So far this is what I have done
#include <iostream>
#include <fstream>
using namespace std;
bool mySequentialSearch(int data[300], int key, int size)
{
for(int i=0; i<size; i++)
{
if (data[i] == key)
return true;
}
return false;
}
int main()
{
int codes;
string line;
ifstream fin ("SystemAccessCodes.txt");
while (fin>>codes)
{
for(int i=0; i<3; i++)
{
cout<<"\nAttempt "<< i+1 << "/3 : ENTER 4 DIGIT CODE: ";
int ans;
cin>>ans;
if(mySequentialSearch(&codes, ans, 300))
{
cout<<"===================="<<endl;
cout<<" Access Granted "<<endl;
cout<<" Welcome "<<endl;
cout<<"===================="<<endl;
system ("pause");
return 0;
}
else
{
cout<<"\nNot matching! Try Again"<<endl;
}
fin.close();
}
}
system ("pause");
return 0;
}
My problem is I don't know how to use the textfile as an array. And it only reads the first number of the file.
Here is some of the numbers in the file (1450
1452
1454
1456
1458
1460) and the program I built only reads 1450.

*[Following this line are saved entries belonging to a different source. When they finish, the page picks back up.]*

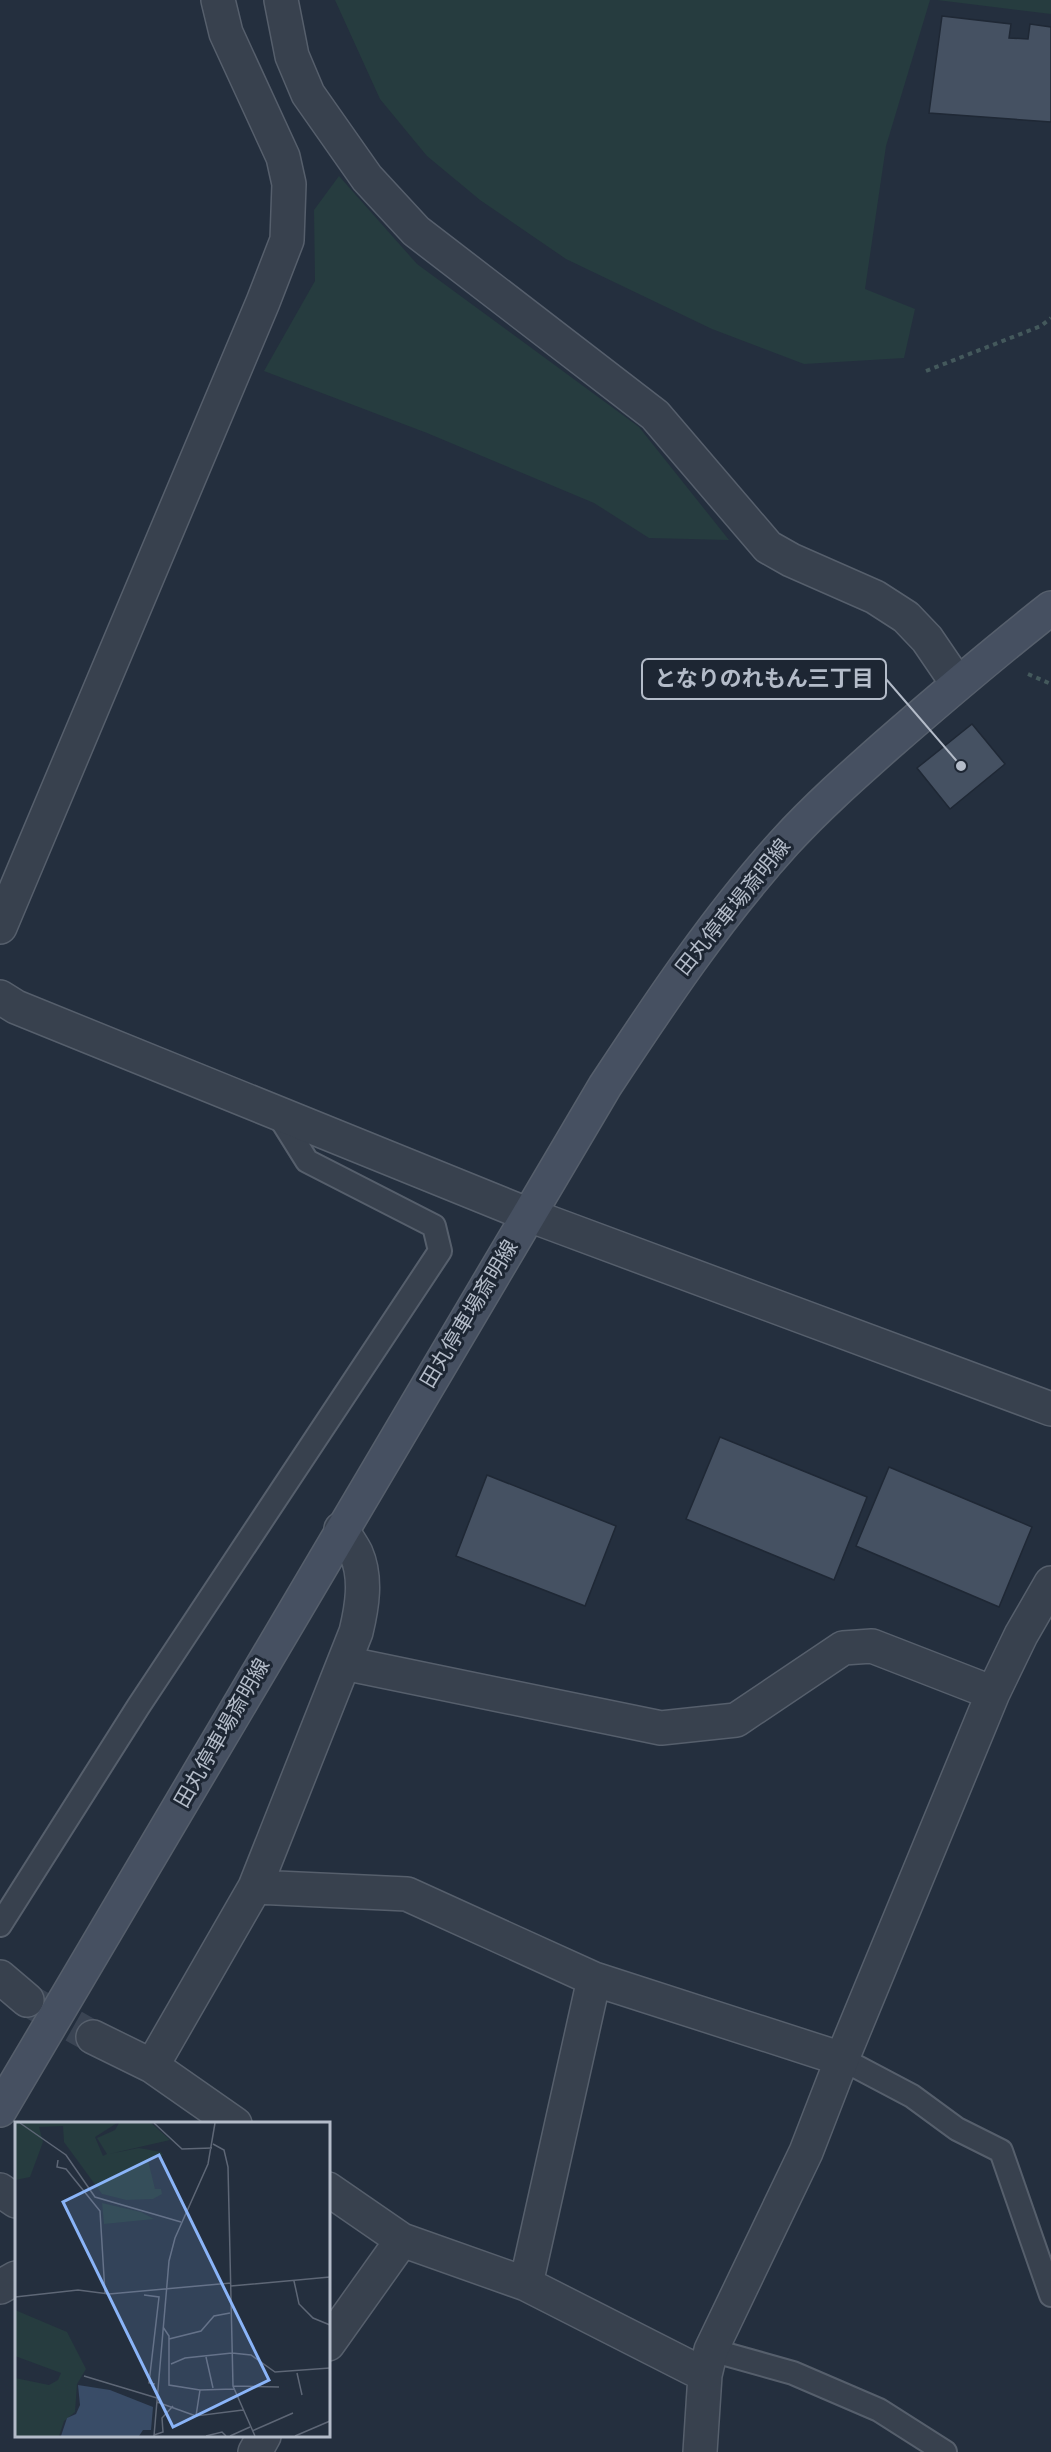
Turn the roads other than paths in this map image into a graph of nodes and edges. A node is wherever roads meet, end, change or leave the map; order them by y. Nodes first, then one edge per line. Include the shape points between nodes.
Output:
1 (218, 0) edge
2 (280, 0) edge
3 (1051, 608) edge
4 (957, 683) junction
5 (0, 927) edge
6 (0, 997) edge
7 (277, 1113) junction
8 (529, 1215) junction
9 (1051, 1409) edge
10 (341, 1529) junction
11 (1051, 1583) edge
12 (344, 1663) junction
13 (993, 1693) junction
14 (255, 1887) junction
15 (0, 1925) edge
16 (0, 1977) edge
17 (594, 1979) junction
18 (27, 2000) tunnel mouth
19 (93, 2037) tunnel mouth
20 (842, 2059) junction
21 (152, 2066) junction
22 (0, 2110) edge
23 (232, 2122) edge
24 (0, 2190) edge
25 (330, 2190) edge
26 (15, 2200) edge
27 (402, 2240) junction
28 (15, 2279) edge
29 (526, 2283) junction
30 (0, 2287) edge
31 (1051, 2295) edge
32 (330, 2341) edge
33 (708, 2363) junction
34 (699, 2452) edge
35 (945, 2452) edge

1 - 5 street via 226,33 283,157 289,184 287,240
2 - 4 street via 292,56 308,94 367,178 416,231 655,415 768,546 875,597 906,617 927,639
3 - 4 main road, 田丸停車場斎明線
4 - 8 main road, 田丸停車場斎明線 via 831,795 741,893 678,975 604,1086
6 - 7 street via 16,1007
7 - 8 street
7 - 15 lane via 307,1161 434,1226 440,1251 138,1707
8 - 9 street
8 - 10 main road, 田丸停車場斎明線
10 - 12 street via 357,1554 363,1602
10 - 22 main road, 田丸停車場斎明線
11 - 13 street
12 - 13 street via 661,1728 736,1720 843,1648 872,1646
12 - 14 street
13 - 20 street
14 - 17 street via 407,1894
14 - 21 street
16 - 18 street
17 - 20 street
17 - 29 street
19 - 21 street
20 - 31 lane via 912,2096 957,2128 1001,2151
20 - 33 street via 806,2152
21 - 23 street
24 - 26 street
25 - 27 street
27 - 29 street
27 - 32 street
28 - 30 street
29 - 33 street
33 - 34 street
33 - 35 lane via 793,2373 879,2410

Separate reading the codes and checking the user input. It makes no sense to do all that in a single loop.
int codes[300];
for(int i = 0; i < 300 && fin; ++i) {
fin>>codes[i];
}
fin.close();
for(int i=0; i<3; i++)
{
cout<<"\nAttempt "<< i+1 << "/3 : ENTER 4 DIGIT CODE: ";
int ans;
cin>>ans;
if(mySequentialSearch(codes, ans, 300))
{
cout<<"===================="<<endl;
cout<<" Access Granted "<<endl;
cout<<" Welcome "<<endl;
cout<<"===================="<<endl;
system ("pause");
return 0;
}
else
{
cout<<"\nNot matching! Try Again"<<endl;
}
}
The better way in c++ is to use a std::vector<int> instead of the raw array though:
std::vector<int> codes;
int code;
while(fin>>code) {
codes.push_back(code);
}
Instead of your mySequentialSearch() function, you can simply use std::vector::find() then.
Here you go:
I think it would be good to use an unordered_set here. To get that, make sure you use #include <unordered_set>
int codes;
std::string line;
std::ifstream fin("SystemAccessCodes.txt");
//lets use a set.
//Sets cannot contain duplicates. If the number is in the set, it is a valid code.
//it might be a better option to use strings rather than ints as passwords
//(large numbers could cause problems)
std::unordered_set<int> codeset;
//populate the set
while (fin >> codes)
{
codeset.insert(codes);
}
fin.close();
//now run this iteration
for (int i = 0; i < 3; i++)
{
std::cout << "\nAttempt " << i + 1 << "/3 : ENTER 4 DIGIT CODE: ";
int ans;
std::cin >> ans;
//count returns either 0 or 1: 0 if the ans is not in it, 1 if it is
if(codeset.count(ans))
{
std::cout << "====================\n";
std::cout << " Access Granted \n";
std::cout << " Welcome \n";
std::cout << "====================\n";
system("pause");
return 0;
}
else
{
std::cout << "\nNot matching! Try Again" << std::endl;
}
}
system("pause");
return 0;
Notes:
Using "using namespace std" pollutes the global namespace. I prefer to use "std::"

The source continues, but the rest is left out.